[Source records]
+++++

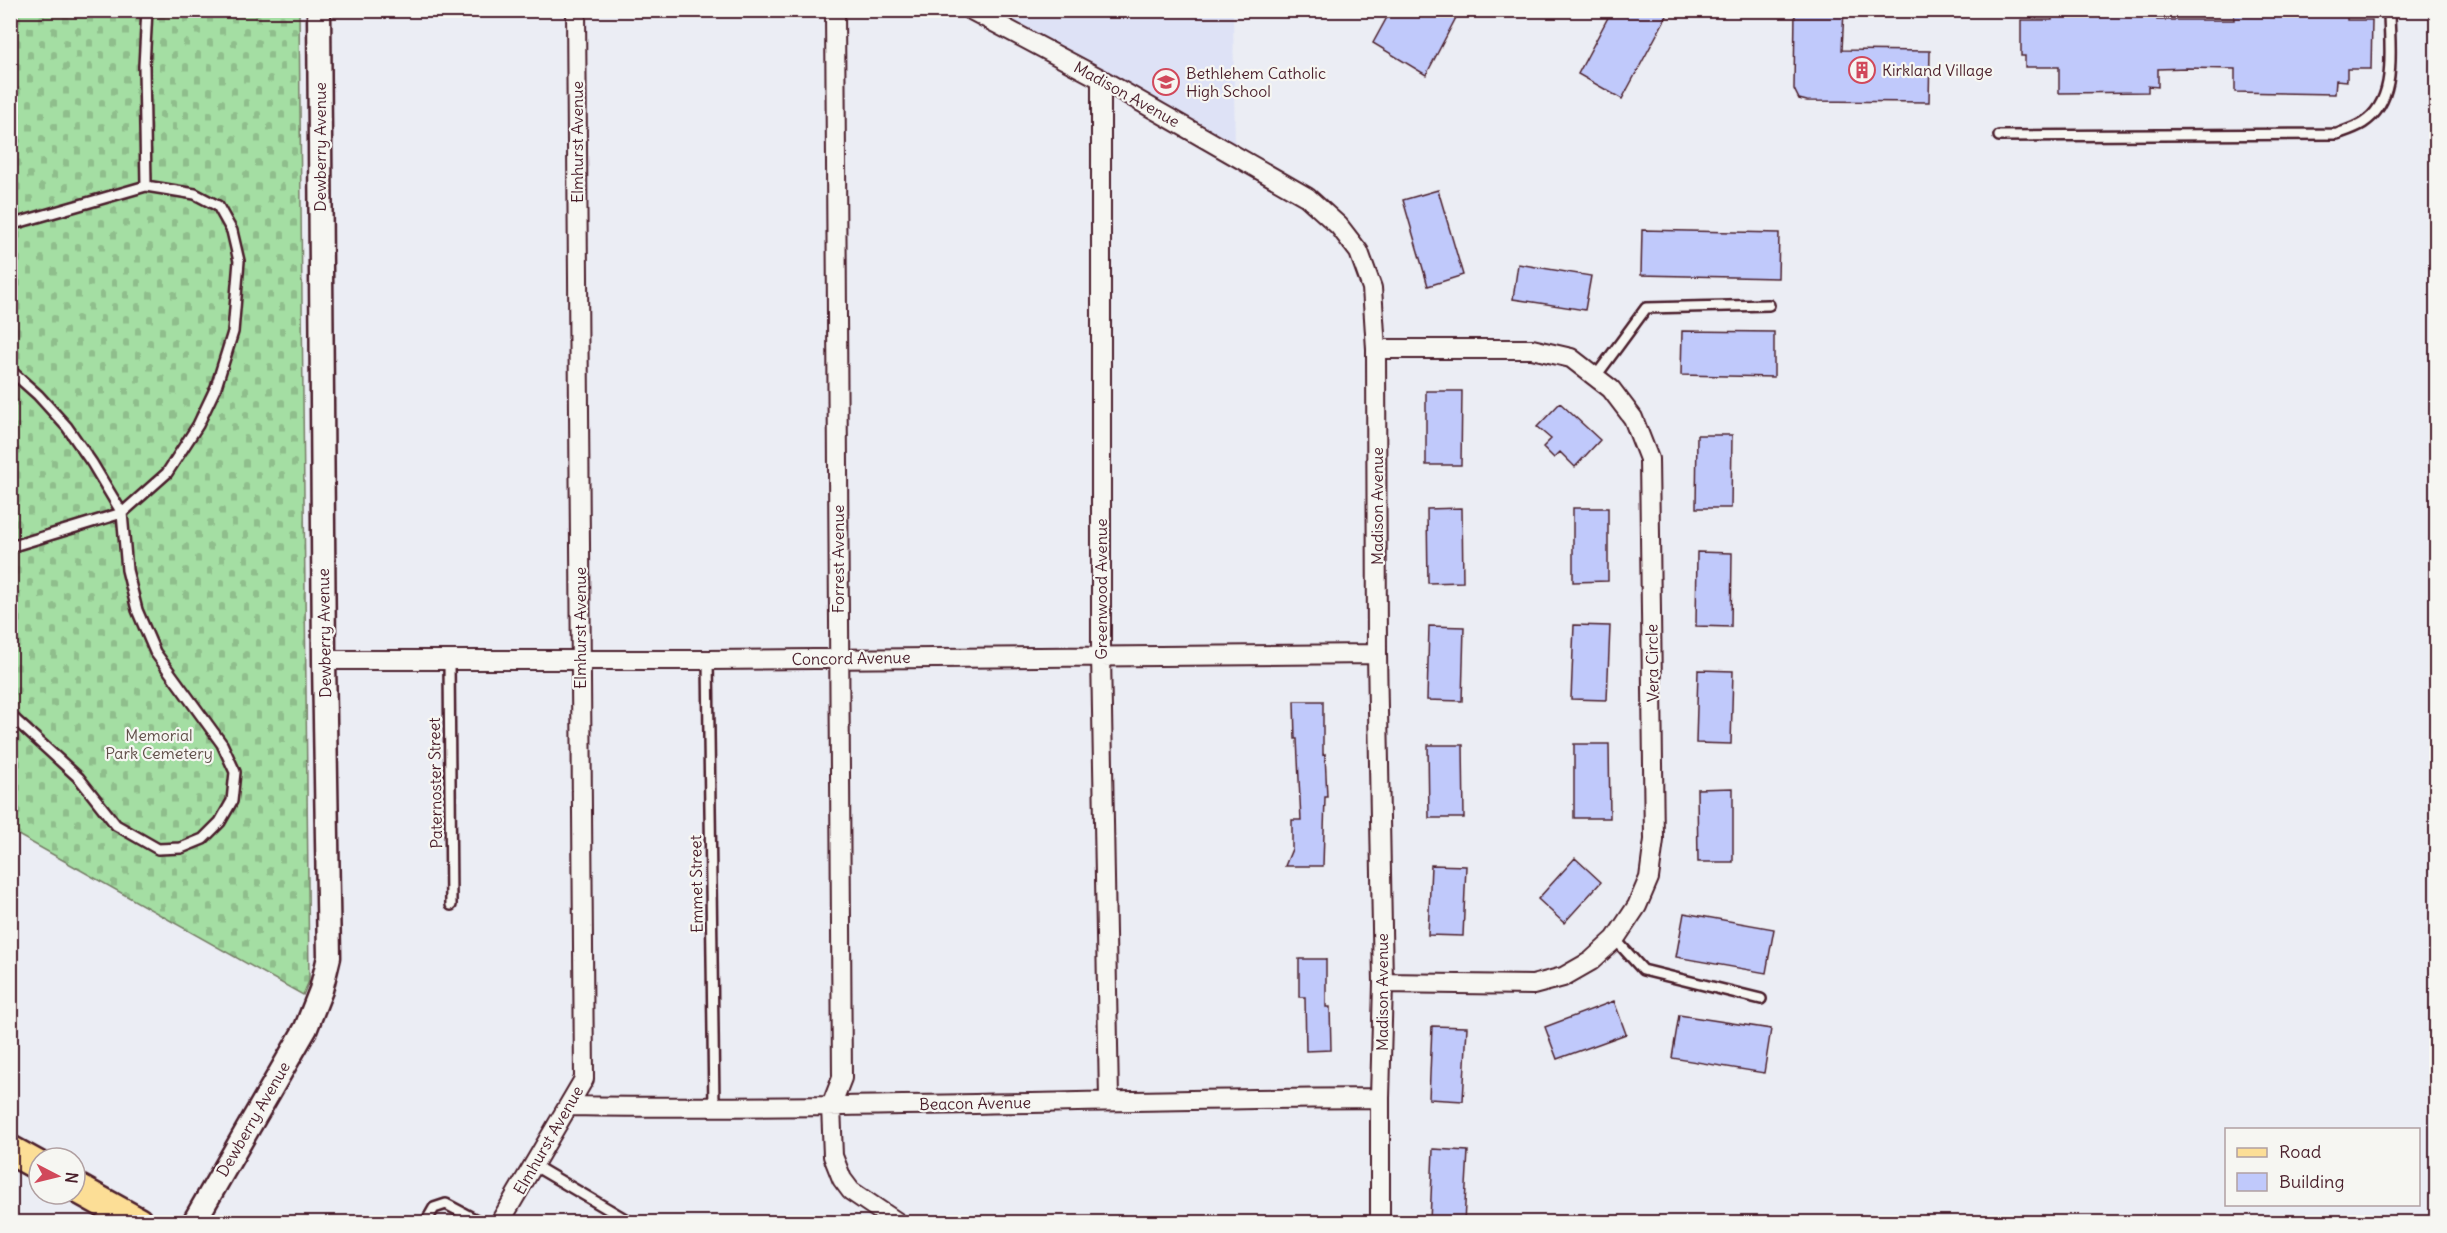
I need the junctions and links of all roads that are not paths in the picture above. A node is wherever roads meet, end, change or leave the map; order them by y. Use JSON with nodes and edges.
{"nodes":[{"id":1,"x":147,"y":10,"type":"edge"},
{"id":2,"x":319,"y":10,"type":"edge"},
{"id":3,"x":576,"y":10,"type":"edge"},
{"id":4,"x":835,"y":10,"type":"edge"},
{"id":5,"x":971,"y":10,"type":"edge"},
{"id":6,"x":2389,"y":10,"type":"edge"},
{"id":7,"x":1101,"y":79,"type":"junction"},
{"id":8,"x":1999,"y":136,"type":"dead end"},
{"id":9,"x":146,"y":186,"type":"junction"},
{"id":10,"x":10,"y":225,"type":"edge"},
{"id":11,"x":1769,"y":305,"type":"dead end"},
{"id":12,"x":1376,"y":349,"type":"junction"},
{"id":13,"x":10,"y":370,"type":"edge"},
{"id":14,"x":1596,"y":376,"type":"junction"},
{"id":15,"x":122,"y":513,"type":"junction"},
{"id":16,"x":10,"y":547,"type":"edge"},
{"id":17,"x":1377,"y":654,"type":"junction"},
{"id":18,"x":1101,"y":655,"type":"junction"},
{"id":19,"x":838,"y":658,"type":"junction"},
{"id":20,"x":580,"y":659,"type":"junction"},
{"id":21,"x":324,"y":660,"type":"junction"},
{"id":22,"x":708,"y":660,"type":"junction"},
{"id":23,"x":449,"y":661,"type":"junction"},
{"id":24,"x":10,"y":715,"type":"edge"},
{"id":25,"x":451,"y":905,"type":"dead end"},
{"id":26,"x":1615,"y":939,"type":"junction"},
{"id":27,"x":1383,"y":982,"type":"junction"},
{"id":28,"x":1761,"y":999,"type":"dead end"},
{"id":29,"x":1380,"y":1098,"type":"junction"},
{"id":30,"x":1109,"y":1100,"type":"junction"},
{"id":31,"x":570,"y":1106,"type":"junction"},
{"id":32,"x":831,"y":1106,"type":"junction"},
{"id":33,"x":714,"y":1107,"type":"junction"},
{"id":34,"x":10,"y":1150,"type":"edge"},
{"id":35,"x":27,"y":1159,"type":"edge"},
{"id":36,"x":535,"y":1166,"type":"junction"},
{"id":37,"x":87,"y":1194,"type":"edge"},
{"id":38,"x":138,"y":1222,"type":"edge"},
{"id":39,"x":194,"y":1222,"type":"edge"},
{"id":40,"x":426,"y":1222,"type":"edge"},
{"id":41,"x":480,"y":1222,"type":"edge"},
{"id":42,"x":500,"y":1222,"type":"edge"},
{"id":43,"x":630,"y":1222,"type":"edge"},
{"id":44,"x":897,"y":1222,"type":"edge"},
{"id":45,"x":1380,"y":1222,"type":"edge"}],
"edges":[{"from":1,"to":9,"type":"lane"},
{"from":2,"to":21,"type":"street","name":"Dewberry Avenue"},
{"from":3,"to":20,"type":"street","name":"Elmhurst Avenue"},
{"from":4,"to":19,"type":"street","name":"Forrest Avenue"},
{"from":5,"to":7,"type":"street","name":"Madison Avenue"},
{"from":6,"to":8,"type":"lane"},
{"from":7,"to":12,"type":"street","name":"Madison Avenue"},
{"from":7,"to":18,"type":"street","name":"Greenwood Avenue"},
{"from":9,"to":10,"type":"lane"},
{"from":9,"to":15,"type":"lane"},
{"from":11,"to":14,"type":"lane"},
{"from":12,"to":14,"type":"street","name":"Vera Circle"},
{"from":12,"to":17,"type":"street","name":"Madison Avenue"},
{"from":13,"to":15,"type":"lane"},
{"from":14,"to":26,"type":"street","name":"Vera Circle"},
{"from":15,"to":16,"type":"lane"},
{"from":15,"to":24,"type":"lane"},
{"from":17,"to":18,"type":"street","name":"Concord Avenue"},
{"from":17,"to":27,"type":"street","name":"Madison Avenue"},
{"from":18,"to":19,"type":"street","name":"Concord Avenue"},
{"from":18,"to":30,"type":"street","name":"Greenwood Avenue"},
{"from":19,"to":22,"type":"street","name":"Concord Avenue"},
{"from":19,"to":32,"type":"street","name":"Forrest Avenue"},
{"from":20,"to":22,"type":"street","name":"Concord Avenue"},
{"from":20,"to":23,"type":"street","name":"Concord Avenue"},
{"from":20,"to":31,"type":"street","name":"Elmhurst Avenue"},
{"from":21,"to":23,"type":"street","name":"Concord Avenue"},
{"from":21,"to":39,"type":"street","name":"Dewberry Avenue"},
{"from":22,"to":33,"type":"lane","name":"Emmet Street"},
{"from":23,"to":25,"type":"lane","name":"Paternoster Street"},
{"from":26,"to":27,"type":"street","name":"Vera Circle"},
{"from":26,"to":28,"type":"lane"},
{"from":27,"to":29,"type":"street","name":"Madison Avenue"},
{"from":29,"to":30,"type":"street","name":"Beacon Avenue"},
{"from":29,"to":45,"type":"street","name":"Madison Avenue"},
{"from":30,"to":32,"type":"street","name":"Beacon Avenue"},
{"from":31,"to":33,"type":"street","name":"Beacon Avenue"},
{"from":31,"to":36,"type":"street","name":"Elmhurst Avenue"},
{"from":32,"to":33,"type":"street","name":"Beacon Avenue"},
{"from":32,"to":44,"type":"street"},
{"from":34,"to":35,"type":"main road"},
{"from":36,"to":42,"type":"street","name":"Elmhurst Avenue"},
{"from":36,"to":43,"type":"lane"},
{"from":37,"to":38,"type":"main road"},
{"from":40,"to":41,"type":"lane"}]}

+++++

Problem details →
Output every record above exactly, leaving out the pictures.

Answer to this exercise →
I need the junctions and links of all roads that are not paths in the picture above. A node is wherever roads meet, end, change or leave the map; order them by y. Use JSON with nodes and edges.
{"nodes":[{"id":1,"x":147,"y":10,"type":"edge"},
{"id":2,"x":319,"y":10,"type":"edge"},
{"id":3,"x":576,"y":10,"type":"edge"},
{"id":4,"x":835,"y":10,"type":"edge"},
{"id":5,"x":971,"y":10,"type":"edge"},
{"id":6,"x":2389,"y":10,"type":"edge"},
{"id":7,"x":1101,"y":79,"type":"junction"},
{"id":8,"x":1999,"y":136,"type":"dead end"},
{"id":9,"x":146,"y":186,"type":"junction"},
{"id":10,"x":10,"y":225,"type":"edge"},
{"id":11,"x":1769,"y":305,"type":"dead end"},
{"id":12,"x":1376,"y":349,"type":"junction"},
{"id":13,"x":10,"y":370,"type":"edge"},
{"id":14,"x":1596,"y":376,"type":"junction"},
{"id":15,"x":122,"y":513,"type":"junction"},
{"id":16,"x":10,"y":547,"type":"edge"},
{"id":17,"x":1377,"y":654,"type":"junction"},
{"id":18,"x":1101,"y":655,"type":"junction"},
{"id":19,"x":838,"y":658,"type":"junction"},
{"id":20,"x":580,"y":659,"type":"junction"},
{"id":21,"x":324,"y":660,"type":"junction"},
{"id":22,"x":708,"y":660,"type":"junction"},
{"id":23,"x":449,"y":661,"type":"junction"},
{"id":24,"x":10,"y":715,"type":"edge"},
{"id":25,"x":451,"y":905,"type":"dead end"},
{"id":26,"x":1615,"y":939,"type":"junction"},
{"id":27,"x":1383,"y":982,"type":"junction"},
{"id":28,"x":1761,"y":999,"type":"dead end"},
{"id":29,"x":1380,"y":1098,"type":"junction"},
{"id":30,"x":1109,"y":1100,"type":"junction"},
{"id":31,"x":570,"y":1106,"type":"junction"},
{"id":32,"x":831,"y":1106,"type":"junction"},
{"id":33,"x":714,"y":1107,"type":"junction"},
{"id":34,"x":10,"y":1150,"type":"edge"},
{"id":35,"x":27,"y":1159,"type":"edge"},
{"id":36,"x":535,"y":1166,"type":"junction"},
{"id":37,"x":87,"y":1194,"type":"edge"},
{"id":38,"x":138,"y":1222,"type":"edge"},
{"id":39,"x":194,"y":1222,"type":"edge"},
{"id":40,"x":426,"y":1222,"type":"edge"},
{"id":41,"x":480,"y":1222,"type":"edge"},
{"id":42,"x":500,"y":1222,"type":"edge"},
{"id":43,"x":630,"y":1222,"type":"edge"},
{"id":44,"x":897,"y":1222,"type":"edge"},
{"id":45,"x":1380,"y":1222,"type":"edge"}],
"edges":[{"from":1,"to":9,"type":"lane"},
{"from":2,"to":21,"type":"street","name":"Dewberry Avenue"},
{"from":3,"to":20,"type":"street","name":"Elmhurst Avenue"},
{"from":4,"to":19,"type":"street","name":"Forrest Avenue"},
{"from":5,"to":7,"type":"street","name":"Madison Avenue"},
{"from":6,"to":8,"type":"lane"},
{"from":7,"to":12,"type":"street","name":"Madison Avenue"},
{"from":7,"to":18,"type":"street","name":"Greenwood Avenue"},
{"from":9,"to":10,"type":"lane"},
{"from":9,"to":15,"type":"lane"},
{"from":11,"to":14,"type":"lane"},
{"from":12,"to":14,"type":"street","name":"Vera Circle"},
{"from":12,"to":17,"type":"street","name":"Madison Avenue"},
{"from":13,"to":15,"type":"lane"},
{"from":14,"to":26,"type":"street","name":"Vera Circle"},
{"from":15,"to":16,"type":"lane"},
{"from":15,"to":24,"type":"lane"},
{"from":17,"to":18,"type":"street","name":"Concord Avenue"},
{"from":17,"to":27,"type":"street","name":"Madison Avenue"},
{"from":18,"to":19,"type":"street","name":"Concord Avenue"},
{"from":18,"to":30,"type":"street","name":"Greenwood Avenue"},
{"from":19,"to":22,"type":"street","name":"Concord Avenue"},
{"from":19,"to":32,"type":"street","name":"Forrest Avenue"},
{"from":20,"to":22,"type":"street","name":"Concord Avenue"},
{"from":20,"to":23,"type":"street","name":"Concord Avenue"},
{"from":20,"to":31,"type":"street","name":"Elmhurst Avenue"},
{"from":21,"to":23,"type":"street","name":"Concord Avenue"},
{"from":21,"to":39,"type":"street","name":"Dewberry Avenue"},
{"from":22,"to":33,"type":"lane","name":"Emmet Street"},
{"from":23,"to":25,"type":"lane","name":"Paternoster Street"},
{"from":26,"to":27,"type":"street","name":"Vera Circle"},
{"from":26,"to":28,"type":"lane"},
{"from":27,"to":29,"type":"street","name":"Madison Avenue"},
{"from":29,"to":30,"type":"street","name":"Beacon Avenue"},
{"from":29,"to":45,"type":"street","name":"Madison Avenue"},
{"from":30,"to":32,"type":"street","name":"Beacon Avenue"},
{"from":31,"to":33,"type":"street","name":"Beacon Avenue"},
{"from":31,"to":36,"type":"street","name":"Elmhurst Avenue"},
{"from":32,"to":33,"type":"street","name":"Beacon Avenue"},
{"from":32,"to":44,"type":"street"},
{"from":34,"to":35,"type":"main road"},
{"from":36,"to":42,"type":"street","name":"Elmhurst Avenue"},
{"from":36,"to":43,"type":"lane"},
{"from":37,"to":38,"type":"main road"},
{"from":40,"to":41,"type":"lane"}]}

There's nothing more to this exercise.